─── Source data ───

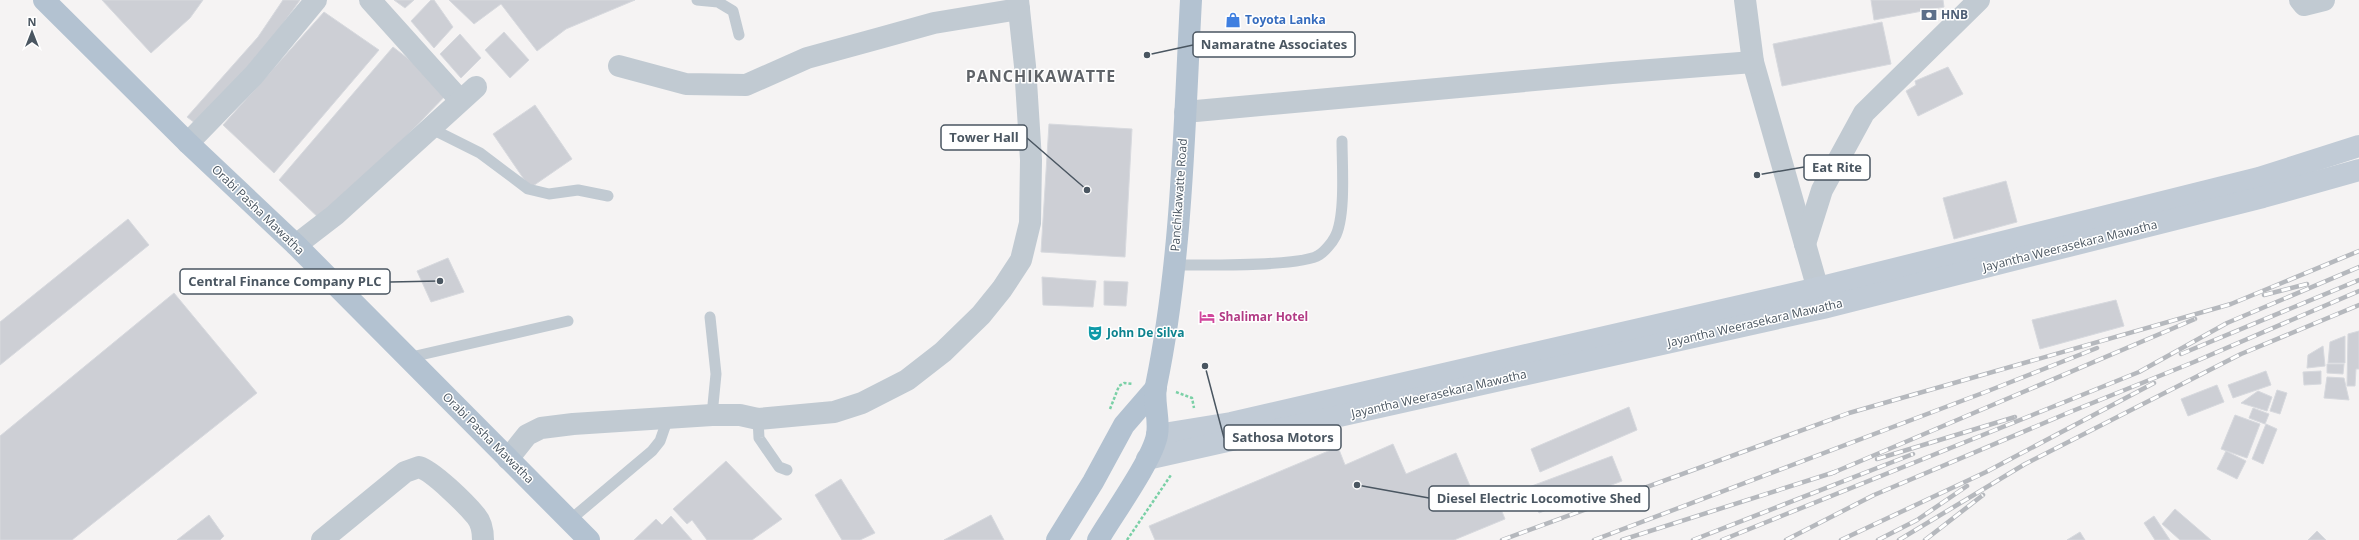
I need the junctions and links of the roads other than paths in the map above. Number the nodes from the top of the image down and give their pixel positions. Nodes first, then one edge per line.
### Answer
1 (44, 0) edge
2 (316, 0) edge
3 (370, 0) edge
4 (697, 0) edge
5 (1191, 0) edge
6 (1744, 0) edge
7 (1979, 0) edge
8 (2300, 0) edge
9 (2324, 0) edge
10 (1019, 4) edge
11 (739, 35) dead end
12 (1753, 62) junction
13 (619, 66) dead end
14 (1185, 112) junction
15 (432, 129) junction
16 (1342, 140) dead end
17 (188, 143) junction
18 (2359, 146) edge
19 (2359, 170) edge
20 (608, 196) dead end
21 (1805, 244) junction
22 (296, 245) junction
23 (1174, 265) junction
24 (1820, 298) junction
25 (710, 317) dead end
26 (568, 321) dead end
27 (408, 358) junction
28 (1156, 388) junction
29 (712, 415) junction
30 (668, 418) junction
31 (758, 420) junction
32 (1157, 435) junction
33 (508, 459) junction
34 (1147, 459) junction
35 (787, 470) dead end
36 (570, 520) junction
37 (322, 540) edge
38 (483, 540) edge
39 (590, 540) edge
40 (1057, 540) edge
41 (1098, 540) edge

1 - 17 main road, Orabi Pasha Mawatha
2 - 17 street
3 - 15 street
4 - 11 lane
5 - 14 main road, Panchikawatte Road
6 - 12 street
7 - 21 street
8 - 9 street
10 - 13 street
10 - 31 street
12 - 14 street
12 - 21 street
14 - 23 main road, Panchikawatte Road
15 - 20 lane
15 - 22 street
16 - 23 lane
17 - 22 main road, Orabi Pasha Mawatha
18 - 24 main road, Jayantha Weerasekara Mawatha
19 - 24 main road, Jayantha Weerasekara Mawatha
21 - 24 street
22 - 27 main road, Orabi Pasha Mawatha
23 - 28 main road, Panchikawatte Road
24 - 32 main road, Jayantha Weerasekara Mawatha
24 - 34 main road, Jayantha Weerasekara Mawatha
25 - 29 lane
26 - 27 lane
27 - 33 main road, Orabi Pasha Mawatha
28 - 32 main road, Panchikawatte Road
28 - 40 main road, Panchikawatte Road
29 - 30 street
29 - 31 street
30 - 33 street
30 - 36 lane
31 - 35 lane
32 - 34 main road, Panchikawatte Road
33 - 36 main road, Orabi Pasha Mawatha
34 - 41 main road, Panchikawatte Road
36 - 39 main road, Orabi Pasha Mawatha
37 - 38 street

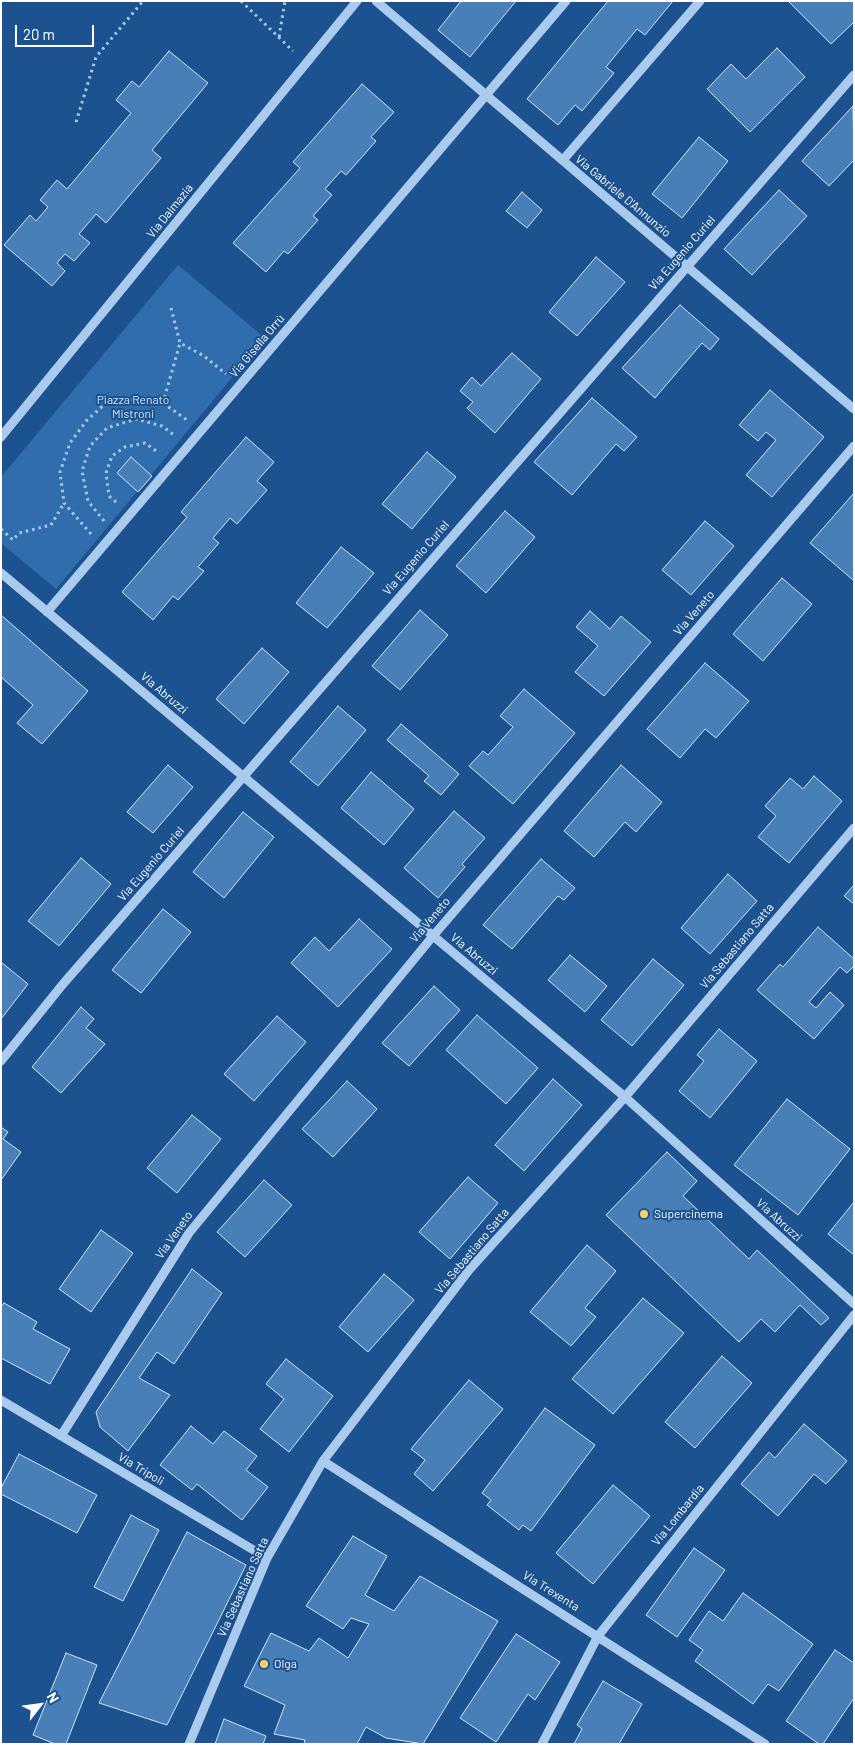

───

**Description of the task:** The data above should be restated exactly, with its images dropped.

**Task answer:**
I need the junctions and links of the roads other than paths in the map above. Number the nodes from the top of the image down and give their pixel positions. Nodes first, then one edge per line.
### Answer
1 (44, 0) edge
2 (316, 0) edge
3 (370, 0) edge
4 (697, 0) edge
5 (1191, 0) edge
6 (1744, 0) edge
7 (1979, 0) edge
8 (2300, 0) edge
9 (2324, 0) edge
10 (1019, 4) edge
11 (739, 35) dead end
12 (1753, 62) junction
13 (619, 66) dead end
14 (1185, 112) junction
15 (432, 129) junction
16 (1342, 140) dead end
17 (188, 143) junction
18 (2359, 146) edge
19 (2359, 170) edge
20 (608, 196) dead end
21 (1805, 244) junction
22 (296, 245) junction
23 (1174, 265) junction
24 (1820, 298) junction
25 (710, 317) dead end
26 (568, 321) dead end
27 (408, 358) junction
28 (1156, 388) junction
29 (712, 415) junction
30 (668, 418) junction
31 (758, 420) junction
32 (1157, 435) junction
33 (508, 459) junction
34 (1147, 459) junction
35 (787, 470) dead end
36 (570, 520) junction
37 (322, 540) edge
38 (483, 540) edge
39 (590, 540) edge
40 (1057, 540) edge
41 (1098, 540) edge

1 - 17 main road, Orabi Pasha Mawatha
2 - 17 street
3 - 15 street
4 - 11 lane
5 - 14 main road, Panchikawatte Road
6 - 12 street
7 - 21 street
8 - 9 street
10 - 13 street
10 - 31 street
12 - 14 street
12 - 21 street
14 - 23 main road, Panchikawatte Road
15 - 20 lane
15 - 22 street
16 - 23 lane
17 - 22 main road, Orabi Pasha Mawatha
18 - 24 main road, Jayantha Weerasekara Mawatha
19 - 24 main road, Jayantha Weerasekara Mawatha
21 - 24 street
22 - 27 main road, Orabi Pasha Mawatha
23 - 28 main road, Panchikawatte Road
24 - 32 main road, Jayantha Weerasekara Mawatha
24 - 34 main road, Jayantha Weerasekara Mawatha
25 - 29 lane
26 - 27 lane
27 - 33 main road, Orabi Pasha Mawatha
28 - 32 main road, Panchikawatte Road
28 - 40 main road, Panchikawatte Road
29 - 30 street
29 - 31 street
30 - 33 street
30 - 36 lane
31 - 35 lane
32 - 34 main road, Panchikawatte Road
33 - 36 main road, Orabi Pasha Mawatha
34 - 41 main road, Panchikawatte Road
36 - 39 main road, Orabi Pasha Mawatha
37 - 38 street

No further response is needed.